At nineteen-and-a-half years old, Lily wasn't…small, exactly. After all, she'd been doing crew now for fives years, and her upbringing hadn't exactly lent itself to a sedentary lifestyle. She was well built, muscular, for a girl, anyway, and tan from her hours in the sun. When schoolwork got to be too much, her favorite thing to do was go running by the lake her team usually practiced. Lily loved the outdoors, despite knowing 'what was out there', as her father liked to say, and everything about her physical appearance reflected the fact, from her browned skin, to the freckles spread over the bridge of her nose and the high cheeks bones she'd inherited from her mother.

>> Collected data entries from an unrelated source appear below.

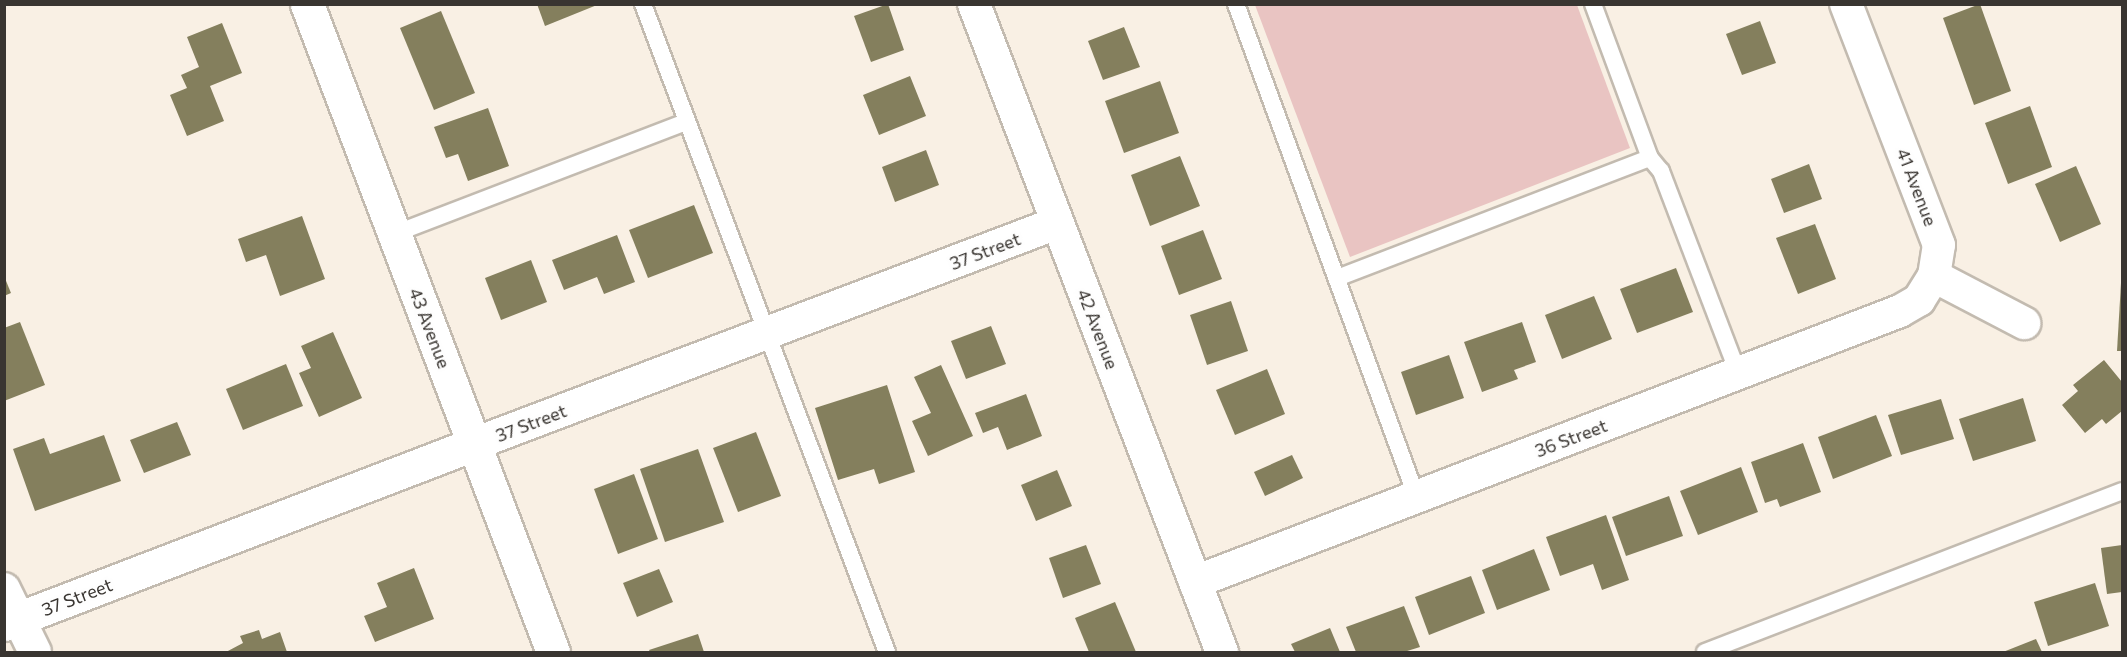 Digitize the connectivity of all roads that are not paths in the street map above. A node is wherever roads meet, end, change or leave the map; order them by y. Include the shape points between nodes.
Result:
1 (307, 4) edge
2 (643, 4) edge
3 (974, 4) edge
4 (1236, 4) edge
5 (1593, 4) edge
6 (1846, 4) edge
7 (686, 122) junction
8 (1650, 158) junction
9 (1057, 223) junction
10 (394, 234) junction
11 (1934, 276) junction
12 (1337, 278) junction
13 (2024, 323) dead end
14 (765, 335) junction
15 (1738, 373) junction
16 (474, 444) junction
17 (2122, 490) edge
18 (1417, 498) junction
19 (1195, 582) junction
20 (4, 589) edge
21 (12, 621) edge
22 (35, 652) edge
23 (553, 652) edge
24 (887, 652) edge
25 (1222, 652) edge
26 (1705, 652) edge

1 - 10 street, 43 Avenue
2 - 7 lane
3 - 9 street, 42 Avenue
4 - 12 lane
5 - 8 lane
6 - 11 street, 41 Avenue via 1935,230 1939,258
7 - 10 lane
7 - 14 lane
8 - 12 lane
8 - 15 lane via 1661,171
9 - 14 street, 37 Street
9 - 19 street, 42 Avenue
10 - 16 street, 43 Avenue
11 - 13 street
11 - 15 street, 36 Street via 1919,300 1900,311
12 - 18 lane
14 - 16 street, 37 Street
14 - 24 lane
15 - 18 street, 36 Street
16 - 21 street, 37 Street
16 - 23 street, 43 Avenue
17 - 26 lane
18 - 19 street, 36 Street
19 - 25 street, 42 Avenue
20 - 21 street
21 - 22 street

Still. As a child, she'd often been teased for not looking her age. It wasn't her fault entirely. For some reason she'd never been sure of (the same unidentified reason that had prompted her into pursuing biology; that, and the premature death of the mother she'd never known), she was a little on the 'petite' side, her doctors had always said. Proportionally, she was alright. In fact, thanks to crew, she was probably a little bigger—more well muscled, anyway—than the average girl. But her height and weight had just never met the standard. Her abnormally large green eyes didn't help, either. Lily had always felt, even now, with twenty looming only months away, that she looked more like a ten year old at five feet tall, than a twenty year old with a penchant for fighting.

With yet another exasperated sigh, Lily brushed her thick, dark brown curly waves into a ponytail. As usual, her curled bangs fell into her green eyes, brushing her eyebrows and tickling her eyelashes. She didn't bother to push them back, instead securing them in place with a haphazard red bandana. She knew her hairstyle probably didn't help her appear older, but she had a good reason for keeping her ten-year-old bangs.

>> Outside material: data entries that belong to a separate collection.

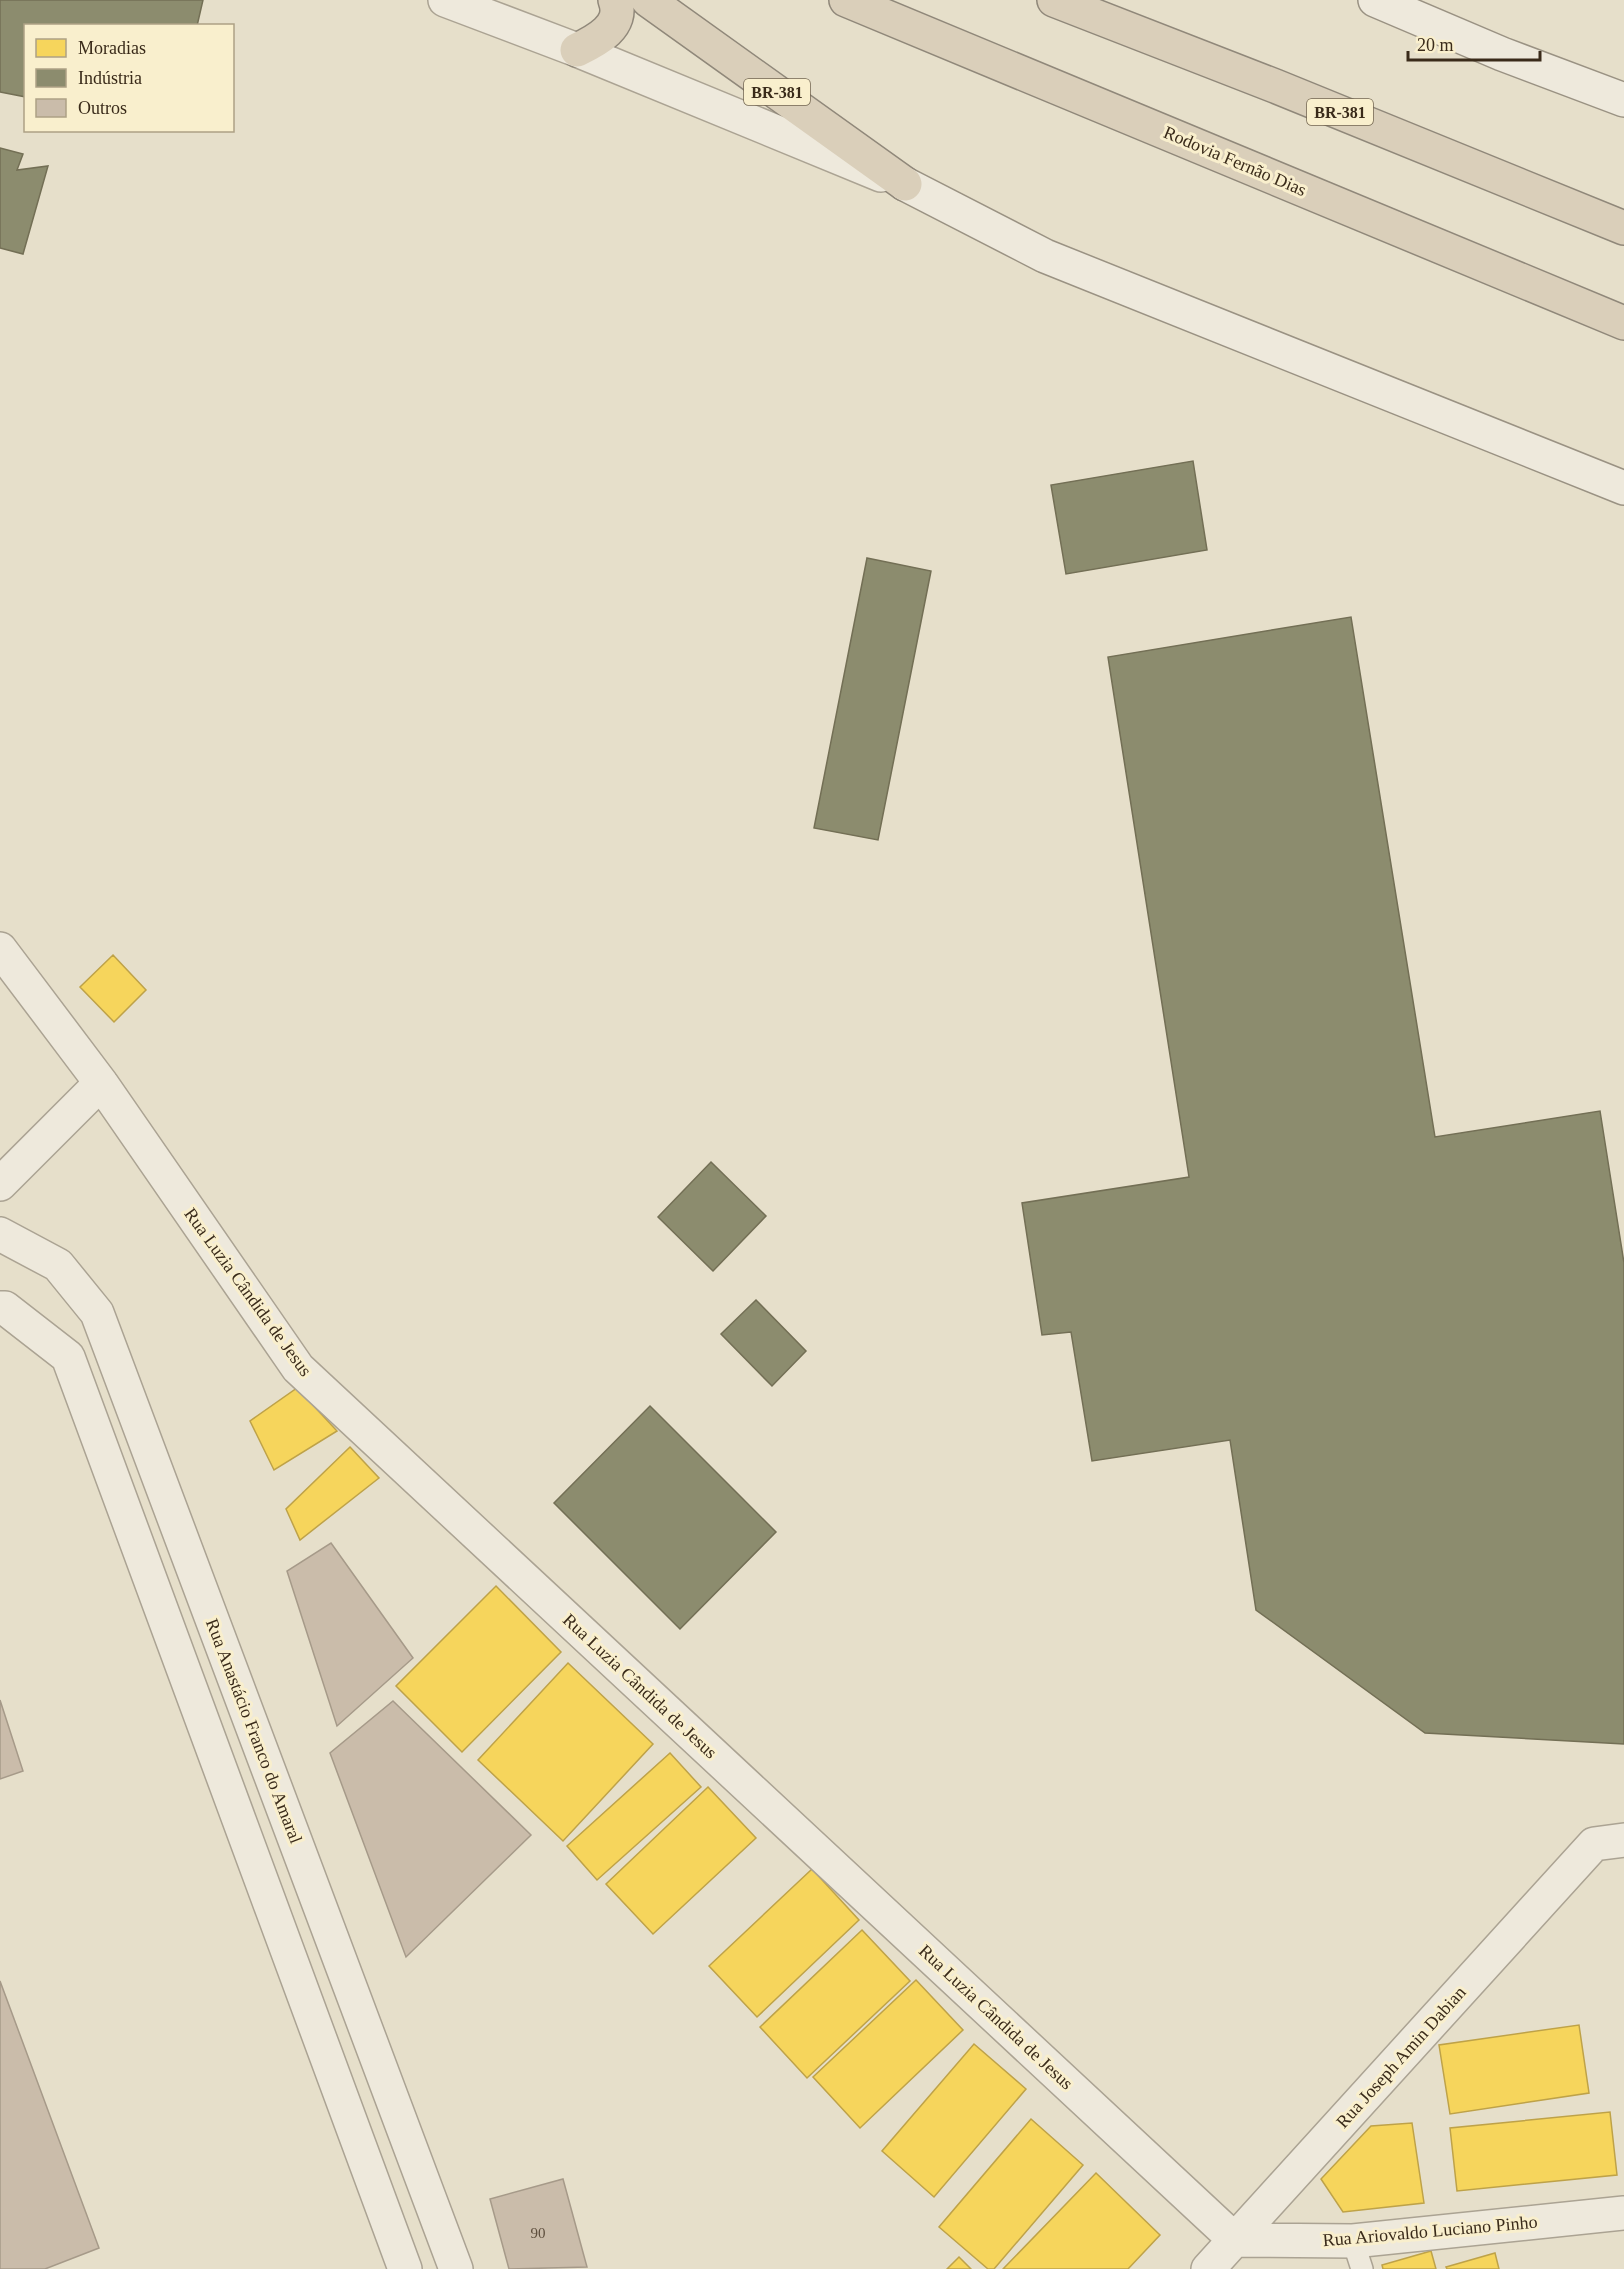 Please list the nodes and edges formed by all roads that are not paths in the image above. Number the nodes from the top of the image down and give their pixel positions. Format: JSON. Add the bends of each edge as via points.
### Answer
{"nodes":[{"id":1,"x":445,"y":0,"type":"edge"},
{"id":2,"x":615,"y":0,"type":"edge"},
{"id":3,"x":648,"y":0,"type":"edge"},
{"id":4,"x":846,"y":0,"type":"edge"},
{"id":5,"x":1054,"y":0,"type":"edge"},
{"id":6,"x":1105,"y":0,"type":"edge"},
{"id":7,"x":1375,"y":0,"type":"edge"},
{"id":8,"x":577,"y":50,"type":"junction"},
{"id":9,"x":1275,"y":86,"type":"junction"},
{"id":10,"x":1624,"y":100,"type":"edge"},
{"id":11,"x":905,"y":184,"type":"junction"},
{"id":12,"x":1624,"y":228,"type":"edge"},
{"id":13,"x":1624,"y":323,"type":"edge"},
{"id":14,"x":1624,"y":488,"type":"edge"},
{"id":15,"x":0,"y":949,"type":"edge"},
{"id":16,"x":101,"y":1083,"type":"junction"},
{"id":17,"x":0,"y":1184,"type":"edge"},
{"id":18,"x":0,"y":1234,"type":"edge"},
{"id":19,"x":0,"y":1308,"type":"edge"},
{"id":20,"x":1609,"y":1842,"type":"edge"},
{"id":21,"x":1624,"y":2213,"type":"edge"},
{"id":22,"x":1235,"y":2240,"type":"junction"},
{"id":23,"x":1358,"y":2255,"type":"edge"},
{"id":24,"x":405,"y":2269,"type":"edge"},
{"id":25,"x":456,"y":2269,"type":"edge"},
{"id":26,"x":1208,"y":2269,"type":"edge"}],
"edges":[{"from":1,"to":8,"type":"street"},
{"from":2,"to":8,"type":"highway","via":[[614,24],[600,39]]},
{"from":3,"to":11,"type":"highway","number":"BR-381"},
{"from":4,"to":13,"type":"highway","name":"Rodovia Fernão Dias"},
{"from":5,"to":9,"type":"highway","number":"BR-381"},
{"from":6,"to":9,"type":"highway"},
{"from":7,"to":10,"type":"street"},
{"from":8,"to":11,"type":"street"},
{"from":9,"to":12,"type":"highway","number":"BR-381"},
{"from":11,"to":14,"type":"street","number":"BR-381","via":[[1044,256]]},
{"from":15,"to":16,"type":"street","name":"Rua Luzia Cândida de Jesus"},
{"from":16,"to":17,"type":"street"},
{"from":16,"to":22,"type":"street","name":"Rua Luzia Cândida de Jesus","via":[[298,1368]]},
{"from":18,"to":25,"type":"street","name":"Rua Anastácio Franco do Amaral","via":[[58,1265],[97,1313]]},
{"from":19,"to":24,"type":"street","via":[[68,1357]]},
{"from":20,"to":22,"type":"street","name":"Rua Joseph Amin Dabian"},
{"from":21,"to":23,"type":"street","name":"Rua Ariovaldo Luciano Pinho"},
{"from":22,"to":23,"type":"street","name":"Rua Ariovaldo Luciano Pinho"},
{"from":22,"to":26,"type":"street","name":"Rua Joseph Amin Dabian"}]}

Hair manageable for the moment, it took her only a few minutes to change; she'd shower and brush her teeth when she returned to her room with the rising sun in about two hours. Then she'd skip breakfast to finish the paper she'd been working on all night. What fun.

Lily yawned as she grabbed her sports bag and jogged from her room all the way to the gym. It wasn't easy, she supposed, the college life. Hell, it was the life of a pre-med, Ivy League athlete. But it was the life she'd chosen, and she loved it. Anything was better than life at home. That life was the life she'd left behind when she'd graduated high school. It was the life she'd cut herself off from when she'd legally changed her last name at eighteen. That life was far away seeking darkness in childhood nightmares.

That life was the life of a Winchester, and she wanted nothing to do with it.